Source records

--- --- ---

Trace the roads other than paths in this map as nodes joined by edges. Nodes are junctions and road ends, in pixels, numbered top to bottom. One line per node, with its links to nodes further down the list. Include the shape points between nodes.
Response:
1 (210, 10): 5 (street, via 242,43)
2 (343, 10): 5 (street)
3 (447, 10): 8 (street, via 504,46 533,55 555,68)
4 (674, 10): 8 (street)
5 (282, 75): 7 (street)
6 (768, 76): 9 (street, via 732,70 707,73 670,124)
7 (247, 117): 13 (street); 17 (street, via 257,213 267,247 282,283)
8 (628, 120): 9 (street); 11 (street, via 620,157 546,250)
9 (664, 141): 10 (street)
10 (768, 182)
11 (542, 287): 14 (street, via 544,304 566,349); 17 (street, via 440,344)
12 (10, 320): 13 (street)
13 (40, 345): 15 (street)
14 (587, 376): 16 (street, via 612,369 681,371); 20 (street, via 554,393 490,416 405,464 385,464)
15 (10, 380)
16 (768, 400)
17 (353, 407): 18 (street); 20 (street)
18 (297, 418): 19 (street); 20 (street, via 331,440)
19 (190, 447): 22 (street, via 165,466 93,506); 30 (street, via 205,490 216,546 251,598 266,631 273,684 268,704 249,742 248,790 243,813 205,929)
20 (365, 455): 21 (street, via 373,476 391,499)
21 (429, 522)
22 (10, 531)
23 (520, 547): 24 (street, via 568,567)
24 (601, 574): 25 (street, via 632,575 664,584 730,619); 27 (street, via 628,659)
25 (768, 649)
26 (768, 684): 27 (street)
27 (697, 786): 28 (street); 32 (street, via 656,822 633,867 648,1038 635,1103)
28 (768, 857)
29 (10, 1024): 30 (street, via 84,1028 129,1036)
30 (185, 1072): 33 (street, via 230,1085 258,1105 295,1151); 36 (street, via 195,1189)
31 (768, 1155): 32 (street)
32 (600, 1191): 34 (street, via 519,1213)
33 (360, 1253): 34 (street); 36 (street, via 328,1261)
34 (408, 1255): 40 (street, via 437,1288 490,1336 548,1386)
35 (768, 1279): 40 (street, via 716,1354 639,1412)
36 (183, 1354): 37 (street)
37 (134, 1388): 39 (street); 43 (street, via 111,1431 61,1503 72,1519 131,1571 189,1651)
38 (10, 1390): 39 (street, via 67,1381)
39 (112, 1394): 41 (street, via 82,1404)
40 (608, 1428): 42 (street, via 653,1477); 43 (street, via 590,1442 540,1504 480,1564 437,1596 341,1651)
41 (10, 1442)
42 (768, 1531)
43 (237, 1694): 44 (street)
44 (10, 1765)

--- --- ---

The task:
Go through the data above and return every line exactly.

Answer box:
Trace the roads other than paths in this map as nodes joined by edges. Nodes are junctions and road ends, in pixels, numbered top to bottom. One line per node, with its links to nodes further down the list. Include the shape points between nodes.
Response:
1 (210, 10): 5 (street, via 242,43)
2 (343, 10): 5 (street)
3 (447, 10): 8 (street, via 504,46 533,55 555,68)
4 (674, 10): 8 (street)
5 (282, 75): 7 (street)
6 (768, 76): 9 (street, via 732,70 707,73 670,124)
7 (247, 117): 13 (street); 17 (street, via 257,213 267,247 282,283)
8 (628, 120): 9 (street); 11 (street, via 620,157 546,250)
9 (664, 141): 10 (street)
10 (768, 182)
11 (542, 287): 14 (street, via 544,304 566,349); 17 (street, via 440,344)
12 (10, 320): 13 (street)
13 (40, 345): 15 (street)
14 (587, 376): 16 (street, via 612,369 681,371); 20 (street, via 554,393 490,416 405,464 385,464)
15 (10, 380)
16 (768, 400)
17 (353, 407): 18 (street); 20 (street)
18 (297, 418): 19 (street); 20 (street, via 331,440)
19 (190, 447): 22 (street, via 165,466 93,506); 30 (street, via 205,490 216,546 251,598 266,631 273,684 268,704 249,742 248,790 243,813 205,929)
20 (365, 455): 21 (street, via 373,476 391,499)
21 (429, 522)
22 (10, 531)
23 (520, 547): 24 (street, via 568,567)
24 (601, 574): 25 (street, via 632,575 664,584 730,619); 27 (street, via 628,659)
25 (768, 649)
26 (768, 684): 27 (street)
27 (697, 786): 28 (street); 32 (street, via 656,822 633,867 648,1038 635,1103)
28 (768, 857)
29 (10, 1024): 30 (street, via 84,1028 129,1036)
30 (185, 1072): 33 (street, via 230,1085 258,1105 295,1151); 36 (street, via 195,1189)
31 (768, 1155): 32 (street)
32 (600, 1191): 34 (street, via 519,1213)
33 (360, 1253): 34 (street); 36 (street, via 328,1261)
34 (408, 1255): 40 (street, via 437,1288 490,1336 548,1386)
35 (768, 1279): 40 (street, via 716,1354 639,1412)
36 (183, 1354): 37 (street)
37 (134, 1388): 39 (street); 43 (street, via 111,1431 61,1503 72,1519 131,1571 189,1651)
38 (10, 1390): 39 (street, via 67,1381)
39 (112, 1394): 41 (street, via 82,1404)
40 (608, 1428): 42 (street, via 653,1477); 43 (street, via 590,1442 540,1504 480,1564 437,1596 341,1651)
41 (10, 1442)
42 (768, 1531)
43 (237, 1694): 44 (street)
44 (10, 1765)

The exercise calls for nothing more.